Alabama’s Dumb Health Care Regulations Helped Create a Shortage of ICU Beds

“An insufficient supply of ICU beds is one of the acute crisis points of the pandemic. When hospitals run out of room to treat patients who need the most help, doctors and hospital administrators must make difficult triage decisions. This affects not just COVID patients but anyone else who might be in urgent need of medical care—car crash victims or those who’ve had heart attacks—and it almost certainly means that some people will die who otherwise may have survived.

It’s a crisis that has been made worse by outdated and ineffective government regulations—known as “Certificate of Need” (CON) laws—that actually reduce the number of available hospital beds by requiring that hospitals get permission from the state before adding capacity.

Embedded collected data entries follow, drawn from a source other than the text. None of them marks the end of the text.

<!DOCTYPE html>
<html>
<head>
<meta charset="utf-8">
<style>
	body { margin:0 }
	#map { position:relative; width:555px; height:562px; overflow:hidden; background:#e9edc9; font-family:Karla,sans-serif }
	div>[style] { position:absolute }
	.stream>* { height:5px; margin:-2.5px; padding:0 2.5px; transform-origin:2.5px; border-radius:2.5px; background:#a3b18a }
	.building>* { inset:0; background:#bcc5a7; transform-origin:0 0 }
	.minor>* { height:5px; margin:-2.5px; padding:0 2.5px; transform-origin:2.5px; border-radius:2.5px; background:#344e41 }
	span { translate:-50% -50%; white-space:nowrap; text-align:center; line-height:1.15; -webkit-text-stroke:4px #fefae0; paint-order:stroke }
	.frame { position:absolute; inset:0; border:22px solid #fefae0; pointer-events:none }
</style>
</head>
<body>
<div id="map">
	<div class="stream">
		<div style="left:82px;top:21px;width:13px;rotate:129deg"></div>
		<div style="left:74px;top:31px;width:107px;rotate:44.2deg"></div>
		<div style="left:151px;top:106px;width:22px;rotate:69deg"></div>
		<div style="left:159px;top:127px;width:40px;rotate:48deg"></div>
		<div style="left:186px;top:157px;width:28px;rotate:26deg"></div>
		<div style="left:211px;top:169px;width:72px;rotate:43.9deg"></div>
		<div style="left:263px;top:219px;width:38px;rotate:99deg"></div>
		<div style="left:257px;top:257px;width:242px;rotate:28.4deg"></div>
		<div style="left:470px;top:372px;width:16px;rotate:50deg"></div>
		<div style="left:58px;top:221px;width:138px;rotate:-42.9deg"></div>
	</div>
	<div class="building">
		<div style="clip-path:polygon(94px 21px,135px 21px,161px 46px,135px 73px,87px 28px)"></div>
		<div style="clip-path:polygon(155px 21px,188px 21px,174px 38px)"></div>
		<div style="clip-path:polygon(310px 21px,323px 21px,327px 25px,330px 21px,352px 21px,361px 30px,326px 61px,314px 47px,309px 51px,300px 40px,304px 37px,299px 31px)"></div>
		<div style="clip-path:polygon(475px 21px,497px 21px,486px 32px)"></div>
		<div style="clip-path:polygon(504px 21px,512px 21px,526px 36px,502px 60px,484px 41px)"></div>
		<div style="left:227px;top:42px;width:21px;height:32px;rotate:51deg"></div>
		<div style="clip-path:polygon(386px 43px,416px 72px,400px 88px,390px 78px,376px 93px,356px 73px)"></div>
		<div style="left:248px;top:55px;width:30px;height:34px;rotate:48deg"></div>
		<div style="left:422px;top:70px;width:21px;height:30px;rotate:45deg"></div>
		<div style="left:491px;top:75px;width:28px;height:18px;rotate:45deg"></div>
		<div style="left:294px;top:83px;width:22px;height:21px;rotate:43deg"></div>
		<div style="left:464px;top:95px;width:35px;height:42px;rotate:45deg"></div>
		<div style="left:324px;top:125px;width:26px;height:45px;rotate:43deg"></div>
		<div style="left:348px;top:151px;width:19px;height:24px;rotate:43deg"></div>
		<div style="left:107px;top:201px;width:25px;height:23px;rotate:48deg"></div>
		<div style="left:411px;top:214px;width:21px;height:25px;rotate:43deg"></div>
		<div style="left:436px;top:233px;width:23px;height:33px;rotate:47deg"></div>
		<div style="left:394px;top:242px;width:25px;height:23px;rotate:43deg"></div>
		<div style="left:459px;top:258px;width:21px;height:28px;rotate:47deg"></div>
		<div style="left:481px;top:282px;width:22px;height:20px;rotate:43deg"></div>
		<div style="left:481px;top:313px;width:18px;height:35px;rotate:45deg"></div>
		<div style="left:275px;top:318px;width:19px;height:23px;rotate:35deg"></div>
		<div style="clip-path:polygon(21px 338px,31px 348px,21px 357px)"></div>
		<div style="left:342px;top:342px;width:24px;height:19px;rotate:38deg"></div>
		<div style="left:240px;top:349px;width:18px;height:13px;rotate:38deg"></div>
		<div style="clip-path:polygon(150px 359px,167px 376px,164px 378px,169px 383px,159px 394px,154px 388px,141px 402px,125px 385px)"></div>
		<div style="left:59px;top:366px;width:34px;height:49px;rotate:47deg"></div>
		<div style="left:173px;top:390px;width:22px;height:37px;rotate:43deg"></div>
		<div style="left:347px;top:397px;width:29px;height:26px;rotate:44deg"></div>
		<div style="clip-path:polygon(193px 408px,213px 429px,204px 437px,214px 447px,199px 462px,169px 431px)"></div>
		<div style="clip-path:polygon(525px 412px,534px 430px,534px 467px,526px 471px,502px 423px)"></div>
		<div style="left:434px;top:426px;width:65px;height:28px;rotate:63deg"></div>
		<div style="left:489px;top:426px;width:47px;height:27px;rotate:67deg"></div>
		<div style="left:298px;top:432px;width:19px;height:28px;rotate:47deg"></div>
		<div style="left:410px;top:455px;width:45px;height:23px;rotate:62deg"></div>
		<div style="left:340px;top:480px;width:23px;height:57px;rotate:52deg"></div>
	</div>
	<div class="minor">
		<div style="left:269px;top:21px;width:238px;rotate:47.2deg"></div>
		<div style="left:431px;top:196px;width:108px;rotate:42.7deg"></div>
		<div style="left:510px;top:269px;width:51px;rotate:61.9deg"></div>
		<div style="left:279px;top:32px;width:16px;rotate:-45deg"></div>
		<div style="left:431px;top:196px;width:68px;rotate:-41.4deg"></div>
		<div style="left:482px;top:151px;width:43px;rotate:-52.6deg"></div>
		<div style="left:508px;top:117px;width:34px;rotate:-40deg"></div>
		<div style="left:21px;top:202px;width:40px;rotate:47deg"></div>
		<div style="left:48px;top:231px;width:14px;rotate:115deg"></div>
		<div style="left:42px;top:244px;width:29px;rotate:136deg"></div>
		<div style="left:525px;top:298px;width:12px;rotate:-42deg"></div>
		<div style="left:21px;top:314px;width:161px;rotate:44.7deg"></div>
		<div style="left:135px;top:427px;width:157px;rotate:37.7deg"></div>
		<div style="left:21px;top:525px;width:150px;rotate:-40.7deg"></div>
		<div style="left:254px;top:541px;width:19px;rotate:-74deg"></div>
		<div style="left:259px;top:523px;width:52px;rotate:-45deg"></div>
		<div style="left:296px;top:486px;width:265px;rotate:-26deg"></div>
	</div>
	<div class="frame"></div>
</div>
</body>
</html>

In Alabama, which is one of 27 states that subjects the supply of hospital beds to CON oversight by the state, we’re now seeing some of the consequences of these rarely thought-of policies. While the surging number of serious COVID cases there and elsewhere across the country is largely the result of unvaccinated Americans being hit by the highly contagious delta variant, a restricted supply of hospital beds is not helping.

Since March 2020, states that use CON laws to regulate the supply of hospital beds have seen an average of 14.99 days per month where ICU capacity has exceeded 70 percent, according to Matthew Mitchell, a senior research fellow at the Mercatus Center who crunched Department of Health and Human Services (HHS) data and shared his findings with Reason. Meanwhile, states that do not have CON laws governing the supply of hospital beds have seen an average of just 8.65 days per month with ICU capacity exceeding 70 percent, according to Mitchell.”